* **Source data**
○ ○ ○ ○
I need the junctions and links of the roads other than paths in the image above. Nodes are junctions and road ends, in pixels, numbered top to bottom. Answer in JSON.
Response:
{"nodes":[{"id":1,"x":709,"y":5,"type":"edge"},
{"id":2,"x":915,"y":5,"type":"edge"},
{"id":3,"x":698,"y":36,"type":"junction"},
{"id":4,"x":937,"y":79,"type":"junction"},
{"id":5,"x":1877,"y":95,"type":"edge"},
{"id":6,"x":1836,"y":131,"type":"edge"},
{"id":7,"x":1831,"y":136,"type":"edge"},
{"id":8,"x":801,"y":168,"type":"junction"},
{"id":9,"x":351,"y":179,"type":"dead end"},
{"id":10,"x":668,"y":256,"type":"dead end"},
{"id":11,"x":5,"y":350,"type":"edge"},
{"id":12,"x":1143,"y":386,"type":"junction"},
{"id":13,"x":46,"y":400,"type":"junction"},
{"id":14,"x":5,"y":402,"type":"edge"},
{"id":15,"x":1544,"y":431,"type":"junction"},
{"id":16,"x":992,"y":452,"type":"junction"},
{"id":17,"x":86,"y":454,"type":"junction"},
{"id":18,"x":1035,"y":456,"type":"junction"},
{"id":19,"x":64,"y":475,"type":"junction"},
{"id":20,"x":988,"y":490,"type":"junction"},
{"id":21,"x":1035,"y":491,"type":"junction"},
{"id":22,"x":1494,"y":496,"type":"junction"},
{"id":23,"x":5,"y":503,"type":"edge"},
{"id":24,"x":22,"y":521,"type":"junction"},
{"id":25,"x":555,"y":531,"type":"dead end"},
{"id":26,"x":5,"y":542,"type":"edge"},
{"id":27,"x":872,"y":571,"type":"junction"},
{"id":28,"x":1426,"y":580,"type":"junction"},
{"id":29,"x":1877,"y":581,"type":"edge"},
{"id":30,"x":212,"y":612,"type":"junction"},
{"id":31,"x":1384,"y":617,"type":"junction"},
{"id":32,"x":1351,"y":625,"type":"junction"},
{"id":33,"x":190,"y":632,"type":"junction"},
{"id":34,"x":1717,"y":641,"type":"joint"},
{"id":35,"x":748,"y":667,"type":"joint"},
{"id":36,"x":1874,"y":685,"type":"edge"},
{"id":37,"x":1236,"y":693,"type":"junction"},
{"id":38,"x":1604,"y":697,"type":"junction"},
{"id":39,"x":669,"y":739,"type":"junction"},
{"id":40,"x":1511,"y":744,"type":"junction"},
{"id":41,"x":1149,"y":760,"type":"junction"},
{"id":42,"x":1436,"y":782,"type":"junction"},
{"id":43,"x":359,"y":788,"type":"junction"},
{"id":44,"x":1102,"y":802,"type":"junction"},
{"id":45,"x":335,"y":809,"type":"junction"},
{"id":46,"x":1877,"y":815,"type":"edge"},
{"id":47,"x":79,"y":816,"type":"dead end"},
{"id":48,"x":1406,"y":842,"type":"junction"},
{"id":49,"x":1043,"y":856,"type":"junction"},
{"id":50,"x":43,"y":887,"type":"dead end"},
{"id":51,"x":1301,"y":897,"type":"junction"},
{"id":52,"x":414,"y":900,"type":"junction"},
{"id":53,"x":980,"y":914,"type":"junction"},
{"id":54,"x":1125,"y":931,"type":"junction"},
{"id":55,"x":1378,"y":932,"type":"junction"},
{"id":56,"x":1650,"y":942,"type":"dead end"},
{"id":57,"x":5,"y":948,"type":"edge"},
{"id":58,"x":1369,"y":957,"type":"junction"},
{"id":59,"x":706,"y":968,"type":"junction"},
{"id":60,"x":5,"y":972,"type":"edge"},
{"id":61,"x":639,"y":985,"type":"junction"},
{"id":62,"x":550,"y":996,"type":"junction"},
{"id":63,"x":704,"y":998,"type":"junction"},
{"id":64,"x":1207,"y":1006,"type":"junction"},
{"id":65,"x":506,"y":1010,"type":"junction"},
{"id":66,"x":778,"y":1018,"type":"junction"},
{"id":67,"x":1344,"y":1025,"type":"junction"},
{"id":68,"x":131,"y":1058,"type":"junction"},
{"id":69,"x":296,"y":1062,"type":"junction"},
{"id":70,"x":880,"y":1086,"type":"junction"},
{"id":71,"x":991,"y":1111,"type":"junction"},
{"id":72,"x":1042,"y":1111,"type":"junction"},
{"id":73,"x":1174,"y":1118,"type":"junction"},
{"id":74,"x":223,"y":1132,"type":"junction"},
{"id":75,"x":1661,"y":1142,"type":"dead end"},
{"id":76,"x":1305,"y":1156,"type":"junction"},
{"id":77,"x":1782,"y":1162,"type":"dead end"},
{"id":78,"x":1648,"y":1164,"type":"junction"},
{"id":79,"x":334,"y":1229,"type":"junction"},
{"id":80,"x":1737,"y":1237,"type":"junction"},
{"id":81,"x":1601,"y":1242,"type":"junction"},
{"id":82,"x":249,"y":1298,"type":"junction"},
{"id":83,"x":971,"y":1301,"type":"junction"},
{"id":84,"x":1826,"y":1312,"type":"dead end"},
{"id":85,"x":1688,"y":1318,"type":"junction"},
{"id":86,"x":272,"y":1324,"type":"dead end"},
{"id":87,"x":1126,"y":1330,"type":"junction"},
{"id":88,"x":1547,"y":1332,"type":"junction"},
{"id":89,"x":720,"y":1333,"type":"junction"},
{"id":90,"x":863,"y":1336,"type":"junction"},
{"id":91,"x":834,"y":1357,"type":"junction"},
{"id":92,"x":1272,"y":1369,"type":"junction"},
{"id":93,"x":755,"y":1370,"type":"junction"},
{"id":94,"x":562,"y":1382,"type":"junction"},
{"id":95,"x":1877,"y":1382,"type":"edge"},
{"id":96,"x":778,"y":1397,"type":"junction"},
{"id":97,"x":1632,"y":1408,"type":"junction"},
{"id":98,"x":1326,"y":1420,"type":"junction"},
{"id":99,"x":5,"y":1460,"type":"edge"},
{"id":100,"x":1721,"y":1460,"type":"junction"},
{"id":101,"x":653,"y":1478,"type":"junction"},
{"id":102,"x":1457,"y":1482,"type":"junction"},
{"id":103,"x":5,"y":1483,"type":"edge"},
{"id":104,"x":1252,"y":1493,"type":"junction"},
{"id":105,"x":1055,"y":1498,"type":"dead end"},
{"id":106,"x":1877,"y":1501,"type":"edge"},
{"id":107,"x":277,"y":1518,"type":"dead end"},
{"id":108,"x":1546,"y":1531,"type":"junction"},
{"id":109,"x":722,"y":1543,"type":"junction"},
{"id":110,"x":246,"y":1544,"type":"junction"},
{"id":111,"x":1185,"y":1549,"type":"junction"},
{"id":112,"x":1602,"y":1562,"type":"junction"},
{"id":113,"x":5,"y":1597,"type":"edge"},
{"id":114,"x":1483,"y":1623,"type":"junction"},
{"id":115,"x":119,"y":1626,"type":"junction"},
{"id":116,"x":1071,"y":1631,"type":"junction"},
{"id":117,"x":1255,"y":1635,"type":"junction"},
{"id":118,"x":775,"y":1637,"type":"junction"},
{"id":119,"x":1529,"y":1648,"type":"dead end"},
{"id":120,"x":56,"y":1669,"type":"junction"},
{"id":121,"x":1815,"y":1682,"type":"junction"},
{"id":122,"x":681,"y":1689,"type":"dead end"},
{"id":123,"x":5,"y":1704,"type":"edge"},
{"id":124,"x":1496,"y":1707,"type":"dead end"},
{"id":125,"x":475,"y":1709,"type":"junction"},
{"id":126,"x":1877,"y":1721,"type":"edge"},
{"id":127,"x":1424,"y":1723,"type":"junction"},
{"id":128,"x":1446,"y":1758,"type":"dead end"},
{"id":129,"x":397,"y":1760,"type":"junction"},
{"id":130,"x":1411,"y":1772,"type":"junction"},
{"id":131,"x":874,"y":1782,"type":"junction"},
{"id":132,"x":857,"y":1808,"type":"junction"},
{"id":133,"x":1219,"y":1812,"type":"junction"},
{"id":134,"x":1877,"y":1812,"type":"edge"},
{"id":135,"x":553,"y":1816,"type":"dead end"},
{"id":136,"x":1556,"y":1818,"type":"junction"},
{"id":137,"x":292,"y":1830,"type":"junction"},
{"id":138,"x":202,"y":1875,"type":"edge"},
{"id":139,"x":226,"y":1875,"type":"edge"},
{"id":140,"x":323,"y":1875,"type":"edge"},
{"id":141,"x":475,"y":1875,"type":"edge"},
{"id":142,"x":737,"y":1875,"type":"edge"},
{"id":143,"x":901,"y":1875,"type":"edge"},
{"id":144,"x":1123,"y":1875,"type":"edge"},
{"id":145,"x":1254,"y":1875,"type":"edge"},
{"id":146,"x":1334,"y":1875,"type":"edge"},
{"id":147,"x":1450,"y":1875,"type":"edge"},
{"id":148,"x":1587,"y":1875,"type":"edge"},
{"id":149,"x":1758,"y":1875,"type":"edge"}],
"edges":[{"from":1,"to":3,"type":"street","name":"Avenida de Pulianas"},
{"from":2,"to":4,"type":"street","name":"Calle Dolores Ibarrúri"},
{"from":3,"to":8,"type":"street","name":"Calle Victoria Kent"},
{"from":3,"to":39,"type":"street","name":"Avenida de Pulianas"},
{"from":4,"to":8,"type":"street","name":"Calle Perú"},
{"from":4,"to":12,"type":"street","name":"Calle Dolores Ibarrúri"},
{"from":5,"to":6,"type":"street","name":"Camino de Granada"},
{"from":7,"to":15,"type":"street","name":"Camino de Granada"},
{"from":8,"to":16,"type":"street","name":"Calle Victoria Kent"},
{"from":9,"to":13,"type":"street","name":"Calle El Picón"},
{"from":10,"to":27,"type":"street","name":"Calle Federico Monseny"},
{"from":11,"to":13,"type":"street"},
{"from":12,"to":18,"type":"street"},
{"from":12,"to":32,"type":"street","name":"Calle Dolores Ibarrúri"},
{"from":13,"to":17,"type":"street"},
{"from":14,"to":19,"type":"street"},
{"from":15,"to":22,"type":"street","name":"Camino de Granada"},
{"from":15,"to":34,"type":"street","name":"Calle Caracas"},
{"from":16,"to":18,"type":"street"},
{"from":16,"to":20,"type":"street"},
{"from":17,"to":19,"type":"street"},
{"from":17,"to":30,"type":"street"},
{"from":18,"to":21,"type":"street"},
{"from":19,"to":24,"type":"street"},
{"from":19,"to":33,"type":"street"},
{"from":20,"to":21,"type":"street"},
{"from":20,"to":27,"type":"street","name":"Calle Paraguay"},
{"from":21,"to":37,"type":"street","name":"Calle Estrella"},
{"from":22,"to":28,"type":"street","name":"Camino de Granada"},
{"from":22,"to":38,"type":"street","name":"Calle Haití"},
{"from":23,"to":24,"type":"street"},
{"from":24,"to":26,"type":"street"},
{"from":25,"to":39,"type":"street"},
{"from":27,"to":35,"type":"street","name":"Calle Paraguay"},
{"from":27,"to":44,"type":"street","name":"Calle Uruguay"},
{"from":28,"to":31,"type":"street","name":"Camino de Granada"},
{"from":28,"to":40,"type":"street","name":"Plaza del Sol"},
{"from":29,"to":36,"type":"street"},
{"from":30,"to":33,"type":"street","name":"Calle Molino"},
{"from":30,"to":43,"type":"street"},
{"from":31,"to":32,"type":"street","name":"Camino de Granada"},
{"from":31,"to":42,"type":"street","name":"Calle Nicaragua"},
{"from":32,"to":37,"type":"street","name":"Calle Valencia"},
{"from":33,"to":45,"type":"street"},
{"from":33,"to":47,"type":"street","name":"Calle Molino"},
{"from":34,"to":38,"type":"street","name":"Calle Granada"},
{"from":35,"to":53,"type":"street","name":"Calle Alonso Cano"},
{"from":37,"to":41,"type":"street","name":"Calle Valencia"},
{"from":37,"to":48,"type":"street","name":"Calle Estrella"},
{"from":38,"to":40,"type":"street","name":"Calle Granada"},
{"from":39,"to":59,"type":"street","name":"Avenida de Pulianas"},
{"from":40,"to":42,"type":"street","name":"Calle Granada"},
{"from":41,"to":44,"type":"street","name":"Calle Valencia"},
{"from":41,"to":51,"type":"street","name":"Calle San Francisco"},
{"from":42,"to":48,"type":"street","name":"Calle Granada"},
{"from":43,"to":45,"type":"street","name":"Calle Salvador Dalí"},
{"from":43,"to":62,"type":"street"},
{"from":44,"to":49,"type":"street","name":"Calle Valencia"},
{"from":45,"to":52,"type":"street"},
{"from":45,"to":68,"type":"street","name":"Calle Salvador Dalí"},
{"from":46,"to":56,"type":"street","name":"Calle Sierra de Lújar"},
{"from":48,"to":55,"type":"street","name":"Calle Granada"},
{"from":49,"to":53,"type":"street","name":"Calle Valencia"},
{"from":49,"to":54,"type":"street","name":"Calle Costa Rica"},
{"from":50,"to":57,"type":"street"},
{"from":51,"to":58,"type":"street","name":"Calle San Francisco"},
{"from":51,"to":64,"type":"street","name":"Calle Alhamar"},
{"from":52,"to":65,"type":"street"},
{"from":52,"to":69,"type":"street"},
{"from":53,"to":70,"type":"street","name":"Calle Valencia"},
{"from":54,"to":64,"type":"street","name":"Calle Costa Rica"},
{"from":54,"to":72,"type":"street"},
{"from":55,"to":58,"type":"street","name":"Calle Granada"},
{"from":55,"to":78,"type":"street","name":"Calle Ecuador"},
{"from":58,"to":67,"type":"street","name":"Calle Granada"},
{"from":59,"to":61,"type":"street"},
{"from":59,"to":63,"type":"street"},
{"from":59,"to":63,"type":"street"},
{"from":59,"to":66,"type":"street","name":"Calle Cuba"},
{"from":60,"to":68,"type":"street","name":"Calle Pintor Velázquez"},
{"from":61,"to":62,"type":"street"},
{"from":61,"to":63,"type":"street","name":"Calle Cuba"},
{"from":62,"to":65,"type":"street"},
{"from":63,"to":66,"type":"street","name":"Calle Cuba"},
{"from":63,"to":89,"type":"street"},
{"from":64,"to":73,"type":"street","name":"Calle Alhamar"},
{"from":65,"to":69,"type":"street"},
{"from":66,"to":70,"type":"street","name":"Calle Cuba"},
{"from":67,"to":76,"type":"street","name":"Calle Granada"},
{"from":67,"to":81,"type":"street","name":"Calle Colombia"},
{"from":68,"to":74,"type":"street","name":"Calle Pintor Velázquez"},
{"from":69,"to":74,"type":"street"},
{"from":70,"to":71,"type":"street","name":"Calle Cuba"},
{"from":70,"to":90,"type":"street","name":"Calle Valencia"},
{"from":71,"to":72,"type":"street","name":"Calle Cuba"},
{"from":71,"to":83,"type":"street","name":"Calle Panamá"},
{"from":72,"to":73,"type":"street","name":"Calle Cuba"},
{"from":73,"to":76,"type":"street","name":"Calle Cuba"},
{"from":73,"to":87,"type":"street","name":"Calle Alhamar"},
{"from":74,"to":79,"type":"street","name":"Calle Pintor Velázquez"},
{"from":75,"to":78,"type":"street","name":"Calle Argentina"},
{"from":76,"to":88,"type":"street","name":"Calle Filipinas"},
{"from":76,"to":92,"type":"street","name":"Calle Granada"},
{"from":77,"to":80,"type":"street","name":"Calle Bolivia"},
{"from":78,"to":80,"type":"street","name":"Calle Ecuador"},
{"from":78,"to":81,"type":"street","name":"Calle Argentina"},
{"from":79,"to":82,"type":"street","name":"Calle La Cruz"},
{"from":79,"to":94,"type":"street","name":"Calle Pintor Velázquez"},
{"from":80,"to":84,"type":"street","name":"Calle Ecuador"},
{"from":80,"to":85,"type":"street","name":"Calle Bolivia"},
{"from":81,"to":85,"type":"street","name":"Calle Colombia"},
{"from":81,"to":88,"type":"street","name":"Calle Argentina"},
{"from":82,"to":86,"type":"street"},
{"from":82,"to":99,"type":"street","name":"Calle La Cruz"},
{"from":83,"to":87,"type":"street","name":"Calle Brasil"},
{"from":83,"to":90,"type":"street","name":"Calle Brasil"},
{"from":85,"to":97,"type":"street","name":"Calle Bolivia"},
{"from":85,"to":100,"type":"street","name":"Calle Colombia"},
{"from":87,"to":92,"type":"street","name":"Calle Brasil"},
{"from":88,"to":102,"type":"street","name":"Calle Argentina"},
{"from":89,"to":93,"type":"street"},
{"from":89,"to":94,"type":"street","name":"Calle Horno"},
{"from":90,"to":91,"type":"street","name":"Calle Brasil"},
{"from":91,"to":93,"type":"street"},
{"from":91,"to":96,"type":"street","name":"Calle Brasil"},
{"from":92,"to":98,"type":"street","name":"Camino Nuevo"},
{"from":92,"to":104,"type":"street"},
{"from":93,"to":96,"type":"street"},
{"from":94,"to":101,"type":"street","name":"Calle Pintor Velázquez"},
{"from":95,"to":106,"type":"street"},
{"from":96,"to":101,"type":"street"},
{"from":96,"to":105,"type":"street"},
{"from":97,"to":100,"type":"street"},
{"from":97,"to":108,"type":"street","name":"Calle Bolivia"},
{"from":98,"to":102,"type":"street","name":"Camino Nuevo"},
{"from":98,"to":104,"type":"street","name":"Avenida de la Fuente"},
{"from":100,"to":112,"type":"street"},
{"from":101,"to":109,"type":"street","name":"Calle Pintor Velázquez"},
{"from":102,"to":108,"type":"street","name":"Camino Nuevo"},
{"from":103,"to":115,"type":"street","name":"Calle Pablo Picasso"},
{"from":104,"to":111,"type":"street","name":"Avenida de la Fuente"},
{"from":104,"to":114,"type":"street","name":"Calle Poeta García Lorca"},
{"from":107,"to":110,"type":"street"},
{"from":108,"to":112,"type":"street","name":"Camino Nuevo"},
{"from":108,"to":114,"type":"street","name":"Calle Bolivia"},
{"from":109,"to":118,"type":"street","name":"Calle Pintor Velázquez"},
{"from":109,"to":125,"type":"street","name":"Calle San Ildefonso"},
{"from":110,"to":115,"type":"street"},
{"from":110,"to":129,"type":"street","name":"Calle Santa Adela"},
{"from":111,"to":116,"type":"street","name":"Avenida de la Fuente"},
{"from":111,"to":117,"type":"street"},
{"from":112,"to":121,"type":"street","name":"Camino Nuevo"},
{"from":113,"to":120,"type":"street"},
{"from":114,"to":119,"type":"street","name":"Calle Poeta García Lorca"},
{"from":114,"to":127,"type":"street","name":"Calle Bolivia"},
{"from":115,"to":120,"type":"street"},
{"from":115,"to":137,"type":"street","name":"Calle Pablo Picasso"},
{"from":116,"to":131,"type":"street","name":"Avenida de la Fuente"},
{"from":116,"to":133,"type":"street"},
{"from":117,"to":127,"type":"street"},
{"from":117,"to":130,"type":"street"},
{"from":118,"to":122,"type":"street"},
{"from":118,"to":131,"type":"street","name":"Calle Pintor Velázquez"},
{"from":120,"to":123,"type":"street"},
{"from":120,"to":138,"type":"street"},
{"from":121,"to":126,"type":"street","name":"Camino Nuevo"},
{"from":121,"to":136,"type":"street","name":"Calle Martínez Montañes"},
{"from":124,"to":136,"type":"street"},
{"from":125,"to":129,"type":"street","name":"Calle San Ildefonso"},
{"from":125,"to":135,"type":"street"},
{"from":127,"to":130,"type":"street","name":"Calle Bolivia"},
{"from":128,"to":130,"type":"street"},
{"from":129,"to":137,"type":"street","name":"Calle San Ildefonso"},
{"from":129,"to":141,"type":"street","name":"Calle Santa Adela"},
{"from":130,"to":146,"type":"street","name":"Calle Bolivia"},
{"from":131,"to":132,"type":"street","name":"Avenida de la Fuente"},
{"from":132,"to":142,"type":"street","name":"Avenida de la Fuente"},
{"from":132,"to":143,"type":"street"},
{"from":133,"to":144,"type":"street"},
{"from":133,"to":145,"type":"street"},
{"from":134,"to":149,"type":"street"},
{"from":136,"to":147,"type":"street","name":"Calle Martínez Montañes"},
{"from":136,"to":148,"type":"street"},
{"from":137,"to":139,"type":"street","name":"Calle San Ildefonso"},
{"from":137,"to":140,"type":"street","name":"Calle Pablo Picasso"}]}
○ ○ ○ ○
* **Directions for this task**
Please copy each line from the material above in which the string "Nuevo" appears.

* **Final answer**
{"from":92,"to":98,"type":"street","name":"Camino Nuevo"},
{"from":98,"to":102,"type":"street","name":"Camino Nuevo"},
{"from":102,"to":108,"type":"street","name":"Camino Nuevo"},
{"from":108,"to":112,"type":"street","name":"Camino Nuevo"},
{"from":112,"to":121,"type":"street","name":"Camino Nuevo"},
{"from":121,"to":126,"type":"street","name":"Camino Nuevo"},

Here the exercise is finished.